Dr. Westerford “closely resembles, and is probably based upon, the scientist who first researched the way trees communicate, Dr. Suzanne Simard of the University of British Columbia.”

The fictional Dr. Westerford’s “immersion in her work is almost literal: She sees herself as part of the forest ecosystem.” And that vision leads her to observe that,

“No one sees trees. We see fruit, we see nuts, we see wood, we see shade. We see ornaments or pretty fall foliage. Obstacles blocking the road or wrecking the ski slope. Dark, threatening places that must be cleared. We see branches about to crush our roof. We see a cash crop. But trees—trees are invisible.”
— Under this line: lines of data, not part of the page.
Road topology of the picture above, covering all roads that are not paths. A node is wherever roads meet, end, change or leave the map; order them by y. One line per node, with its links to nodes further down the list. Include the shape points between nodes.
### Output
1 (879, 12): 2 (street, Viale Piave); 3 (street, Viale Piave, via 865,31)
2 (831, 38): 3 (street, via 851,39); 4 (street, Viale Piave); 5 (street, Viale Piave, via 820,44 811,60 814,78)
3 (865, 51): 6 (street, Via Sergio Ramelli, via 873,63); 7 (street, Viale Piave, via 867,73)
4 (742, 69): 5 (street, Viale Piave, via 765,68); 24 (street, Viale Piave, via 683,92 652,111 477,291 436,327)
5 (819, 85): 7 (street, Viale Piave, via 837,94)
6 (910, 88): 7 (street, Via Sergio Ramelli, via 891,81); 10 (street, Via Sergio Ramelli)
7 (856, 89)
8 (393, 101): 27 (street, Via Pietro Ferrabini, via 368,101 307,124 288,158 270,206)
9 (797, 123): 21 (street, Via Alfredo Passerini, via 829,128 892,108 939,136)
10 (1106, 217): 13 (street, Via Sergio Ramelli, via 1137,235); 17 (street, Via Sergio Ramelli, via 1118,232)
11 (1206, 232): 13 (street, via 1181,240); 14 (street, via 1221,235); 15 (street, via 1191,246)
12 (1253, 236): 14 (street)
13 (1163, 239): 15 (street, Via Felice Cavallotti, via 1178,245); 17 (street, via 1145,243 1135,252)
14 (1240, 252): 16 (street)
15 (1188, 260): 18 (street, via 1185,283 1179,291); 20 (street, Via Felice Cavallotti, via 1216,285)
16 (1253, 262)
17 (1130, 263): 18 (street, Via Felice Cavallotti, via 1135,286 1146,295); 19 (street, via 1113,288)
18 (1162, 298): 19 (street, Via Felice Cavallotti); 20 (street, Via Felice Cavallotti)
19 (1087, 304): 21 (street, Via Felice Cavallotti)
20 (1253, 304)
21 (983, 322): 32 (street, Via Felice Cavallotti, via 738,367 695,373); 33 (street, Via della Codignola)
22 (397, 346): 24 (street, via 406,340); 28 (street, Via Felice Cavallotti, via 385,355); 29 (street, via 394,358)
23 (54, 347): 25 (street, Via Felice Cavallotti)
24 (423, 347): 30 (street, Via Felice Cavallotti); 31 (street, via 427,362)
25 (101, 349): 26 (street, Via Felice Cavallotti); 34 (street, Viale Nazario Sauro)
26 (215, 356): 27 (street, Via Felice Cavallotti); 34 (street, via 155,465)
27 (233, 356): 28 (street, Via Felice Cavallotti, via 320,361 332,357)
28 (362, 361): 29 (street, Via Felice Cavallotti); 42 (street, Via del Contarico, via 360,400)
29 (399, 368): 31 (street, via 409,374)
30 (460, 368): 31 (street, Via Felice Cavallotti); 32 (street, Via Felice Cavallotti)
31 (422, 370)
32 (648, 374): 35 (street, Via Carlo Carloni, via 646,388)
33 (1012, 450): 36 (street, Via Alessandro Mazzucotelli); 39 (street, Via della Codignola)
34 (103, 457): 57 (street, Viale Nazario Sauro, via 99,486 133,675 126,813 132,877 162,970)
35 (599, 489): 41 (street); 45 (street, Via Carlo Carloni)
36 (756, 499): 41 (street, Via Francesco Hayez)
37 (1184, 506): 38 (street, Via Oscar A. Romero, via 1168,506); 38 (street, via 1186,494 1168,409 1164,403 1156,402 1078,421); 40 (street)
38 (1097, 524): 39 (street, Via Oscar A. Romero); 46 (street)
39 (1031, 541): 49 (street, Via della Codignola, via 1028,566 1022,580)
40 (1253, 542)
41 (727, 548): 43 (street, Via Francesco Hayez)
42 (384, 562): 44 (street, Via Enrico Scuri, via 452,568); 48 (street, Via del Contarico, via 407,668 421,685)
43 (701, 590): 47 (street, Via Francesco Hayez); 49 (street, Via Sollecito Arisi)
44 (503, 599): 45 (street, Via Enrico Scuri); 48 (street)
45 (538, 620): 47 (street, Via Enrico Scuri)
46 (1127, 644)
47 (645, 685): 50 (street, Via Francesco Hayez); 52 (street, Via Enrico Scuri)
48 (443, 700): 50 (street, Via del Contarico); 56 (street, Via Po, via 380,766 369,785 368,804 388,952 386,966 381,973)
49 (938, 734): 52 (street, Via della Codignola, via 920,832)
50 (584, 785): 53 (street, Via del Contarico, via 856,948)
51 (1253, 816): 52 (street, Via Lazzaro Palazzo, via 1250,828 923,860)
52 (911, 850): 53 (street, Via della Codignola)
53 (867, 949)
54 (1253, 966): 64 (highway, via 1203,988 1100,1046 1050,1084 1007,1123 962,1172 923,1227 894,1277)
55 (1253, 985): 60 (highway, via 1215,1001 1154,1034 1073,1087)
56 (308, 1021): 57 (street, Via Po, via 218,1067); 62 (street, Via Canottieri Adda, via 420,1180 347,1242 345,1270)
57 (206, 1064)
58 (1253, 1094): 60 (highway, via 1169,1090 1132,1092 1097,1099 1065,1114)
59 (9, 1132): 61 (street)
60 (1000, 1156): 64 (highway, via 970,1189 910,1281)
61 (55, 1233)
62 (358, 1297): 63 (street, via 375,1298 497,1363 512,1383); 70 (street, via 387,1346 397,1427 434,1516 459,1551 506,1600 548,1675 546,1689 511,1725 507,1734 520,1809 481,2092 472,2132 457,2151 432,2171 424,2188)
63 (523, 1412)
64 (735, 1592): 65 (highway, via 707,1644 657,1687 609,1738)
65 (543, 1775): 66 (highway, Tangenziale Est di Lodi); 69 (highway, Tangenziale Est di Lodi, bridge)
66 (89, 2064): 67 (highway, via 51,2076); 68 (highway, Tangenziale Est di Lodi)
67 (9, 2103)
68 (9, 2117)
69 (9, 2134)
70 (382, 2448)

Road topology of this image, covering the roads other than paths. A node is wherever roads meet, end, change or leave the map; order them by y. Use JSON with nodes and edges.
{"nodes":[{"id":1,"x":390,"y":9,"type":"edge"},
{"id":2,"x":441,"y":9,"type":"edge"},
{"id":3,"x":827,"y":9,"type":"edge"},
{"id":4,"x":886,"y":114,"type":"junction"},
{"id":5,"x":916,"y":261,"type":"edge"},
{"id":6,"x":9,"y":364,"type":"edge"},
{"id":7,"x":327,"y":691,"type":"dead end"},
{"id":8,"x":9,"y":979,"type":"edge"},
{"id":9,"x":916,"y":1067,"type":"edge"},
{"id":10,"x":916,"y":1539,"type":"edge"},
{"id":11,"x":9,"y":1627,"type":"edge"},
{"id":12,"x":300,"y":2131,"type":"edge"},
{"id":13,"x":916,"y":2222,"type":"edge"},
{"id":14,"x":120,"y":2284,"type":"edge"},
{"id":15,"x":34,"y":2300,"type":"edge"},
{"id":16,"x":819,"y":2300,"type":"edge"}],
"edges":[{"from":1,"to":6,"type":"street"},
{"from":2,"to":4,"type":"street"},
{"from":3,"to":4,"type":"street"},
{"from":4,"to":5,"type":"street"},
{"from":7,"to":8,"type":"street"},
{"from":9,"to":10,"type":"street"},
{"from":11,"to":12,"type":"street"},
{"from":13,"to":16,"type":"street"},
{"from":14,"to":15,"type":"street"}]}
The Overstory also builds upon the real-life work of Peter Wohlleben’s The Hidden Life of Trees. * “Forests are not first and foremost lumber factories and warehouses for raw material, and only secondarily complex habitats for thousands of species, which is the way modern forestry treats them,” Wohlleben writes. “Completely the opposite, in fact.” But in a fictional tale, Powers can take this understanding and expand it in ways that one dare not do in a non-fiction context.

Since this book won the Pulitzer Prize for Fiction in 2019, much has been written about it. The Earth Island Journal has an insightful review that summarizes the core plot as pivoting . . .

“. . . on five characters for whom the moniker ‘tree hugger’ would be an understatement. Their youthful endeavor to protect an old-growth forest from a clearcutting operation changes their lives irrevocably. But we also read about the quasi-spiritual journey of a reclusive coding genius, and the less-obviously relevant story of a married couple—workers in the legal profession by day, amateur actors by night—whose significance plays out (mostly symbolically) only at the end.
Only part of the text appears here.